Then I thought about very simple languages I knew (Cobol, SQL, and JS to be honest) and I told myself that those look like good languages if and only if the amount of code you have to manage is small, by code unit, mainly because of type safety. This made me think about Haskell and FP paradigm in general, where the basic moto is “write small pure functions only”.

Those rely on a strong type system, but other languages as JavaScript can also be fun to code in if we focus on small methods at a time. Then, not really knowing why, I thought about C.

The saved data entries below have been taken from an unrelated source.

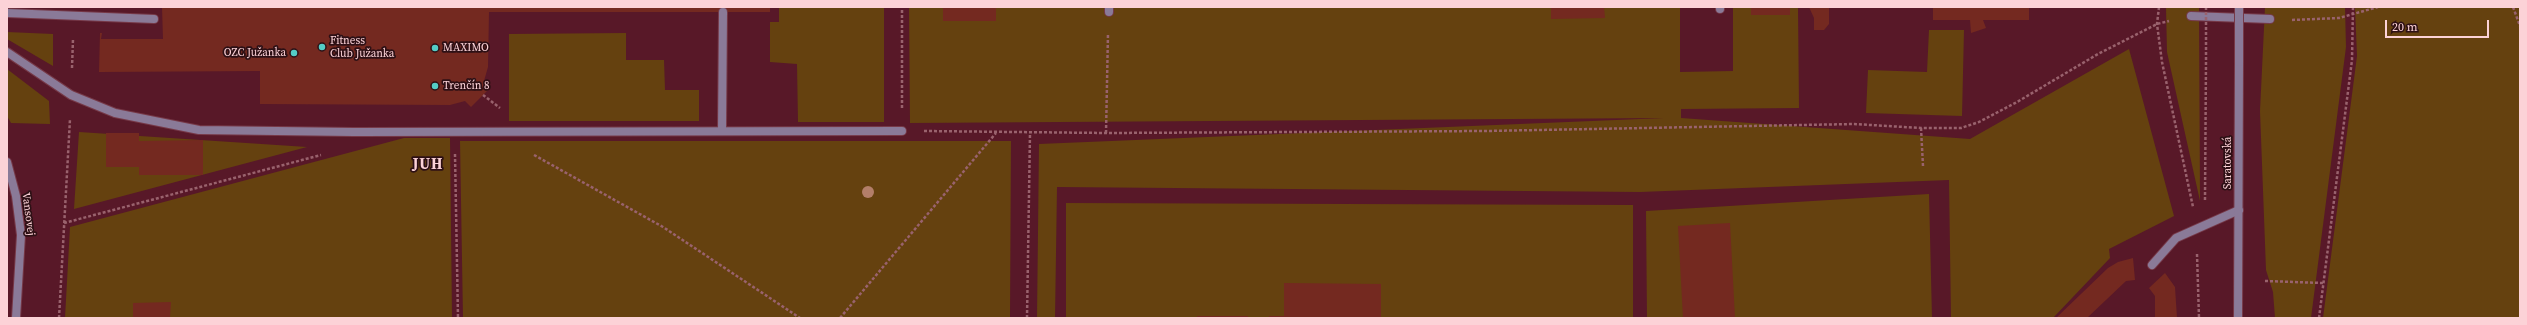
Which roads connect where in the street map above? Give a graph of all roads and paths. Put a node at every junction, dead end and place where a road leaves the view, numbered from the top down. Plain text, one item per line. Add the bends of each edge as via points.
1 (902, 7) edge
2 (2159, 7) edge
3 (2206, 7) edge
4 (2239, 7) edge
5 (2353, 7) edge
6 (2378, 7) edge
7 (2513, 7) edge
8 (1109, 10) edge
9 (722, 12) dead end
10 (7, 13) edge
11 (2353, 14) junction
12 (2190, 16) dead end
13 (154, 19) dead end
14 (2270, 19) joint
15 (2157, 24) junction
16 (2520, 26) edge
17 (7, 52) edge
18 (483, 95) dead end
19 (501, 110) dead end
20 (1921, 128) junction
21 (722, 131) junction
22 (902, 131) junction
23 (996, 133) junction
24 (1030, 133) junction
25 (1106, 133) junction
26 (328, 154) dead end
27 (532, 154) dead end
28 (7, 162) edge
29 (68, 164) dead end
30 (1923, 166) dead end
31 (456, 170) dead end
32 (2205, 203) dead end
33 (2199, 207) dead end
34 (2239, 210) junction
35 (64, 223) junction
36 (2196, 229) junction
37 (2152, 265) dead end
38 (2265, 281) dead end
39 (2323, 283) junction
40 (16, 318) edge
41 (59, 318) edge
42 (458, 318) edge
43 (800, 318) edge
44 (840, 318) edge
45 (1027, 318) edge
46 (2199, 318) edge
47 (2238, 318) edge
48 (2319, 318) edge

1 - 22 path
2 - 15 path
3 - 32 path, bridge
4 - 34 street, Saratovská, bridge
5 - 11 path
6 - 11 path
7 - 16 path
8 - 25 path
9 - 21 street
10 - 13 street
11 - 14 path via 2338,18
11 - 39 path via 2352,60
12 - 14 street
15 - 20 path via 2098,54 1979,122 1961,128
15 - 33 path via 2162,62 2194,211
17 - 21 street via 71,95 115,113 199,130
18 - 19 path
20 - 25 path via 1854,124 1486,131
20 - 30 path
21 - 22 street
22 - 23 path
23 - 24 path
23 - 44 path
24 - 25 path
24 - 45 path
26 - 35 path
27 - 43 path via 663,226
28 - 40 street, Vansovej via 16,196 21,235
29 - 35 path
31 - 42 path
34 - 36 street
34 - 47 street, Saratovská
35 - 41 path
36 - 37 street via 2176,238
36 - 46 path
38 - 39 path
39 - 48 path

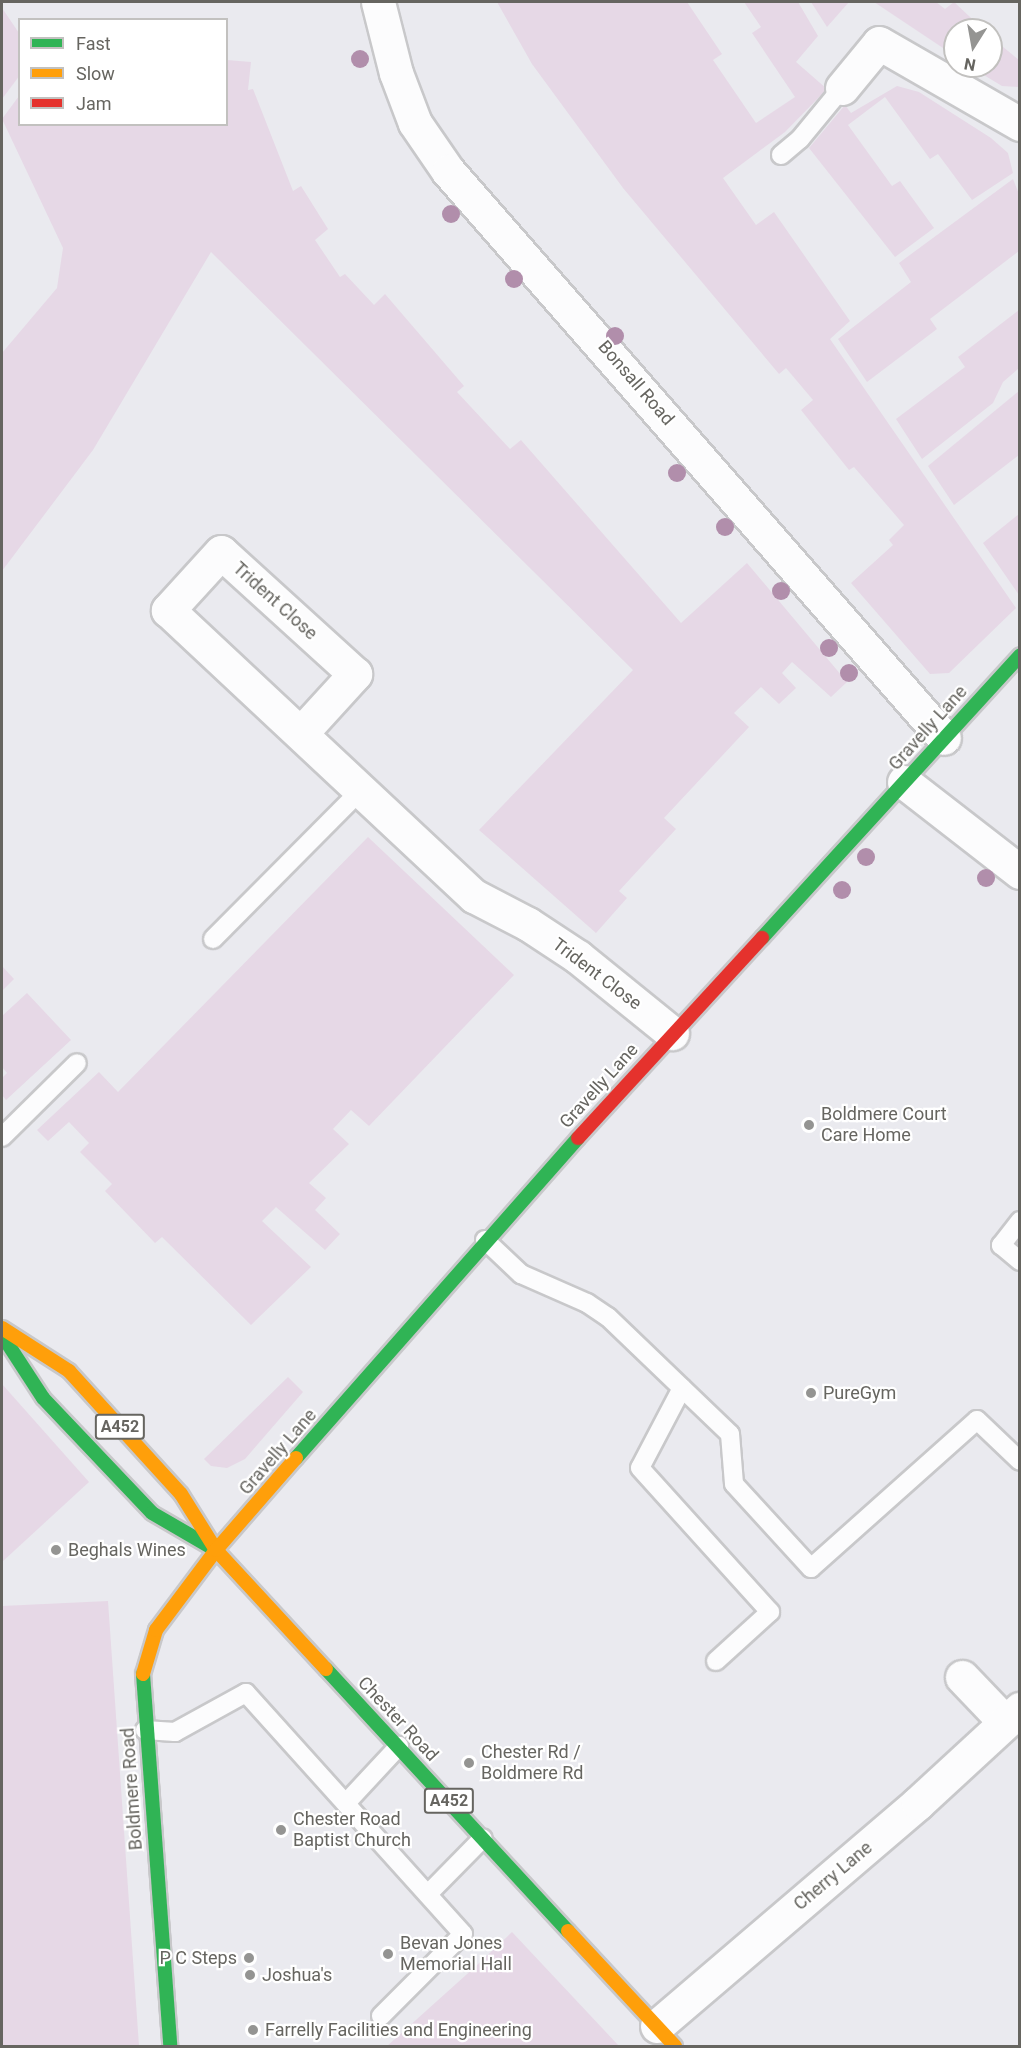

Before I started the journey, I only knew that C had struct (which (nearly) exist in Java under record ) and pointers. Pointers do not really exist as such in Java, although everything stored in some Object-like variable should be thought off as such!

So I decided to give C a try, and I wanted to see how one could define the notion of Iterator.

The Java interface for an Iterator is pretty straightforward and looks like this (simplified):

interface Iterator<T> {
/* Returns true if the iterator has a next element, false otherwise */
boolean hasNext();
/* Returns the next element, throws if no such element exists */
T next();
}

Implementing this interface on the given of an array may look like this:

class IteratorOnArray<T> implements Iterator<T> {
private final T[] array;
private int counter = 0;
IteratorOnArray(T[] array) { this.array = array; } @Override public
boolean hasNext() {
return counter < array.length;
}
@Override public
T next() {
return array[counter++];
}
}

Java is a pretty straightforward language after all. So, what could be the equivalent of the above Java code, in C?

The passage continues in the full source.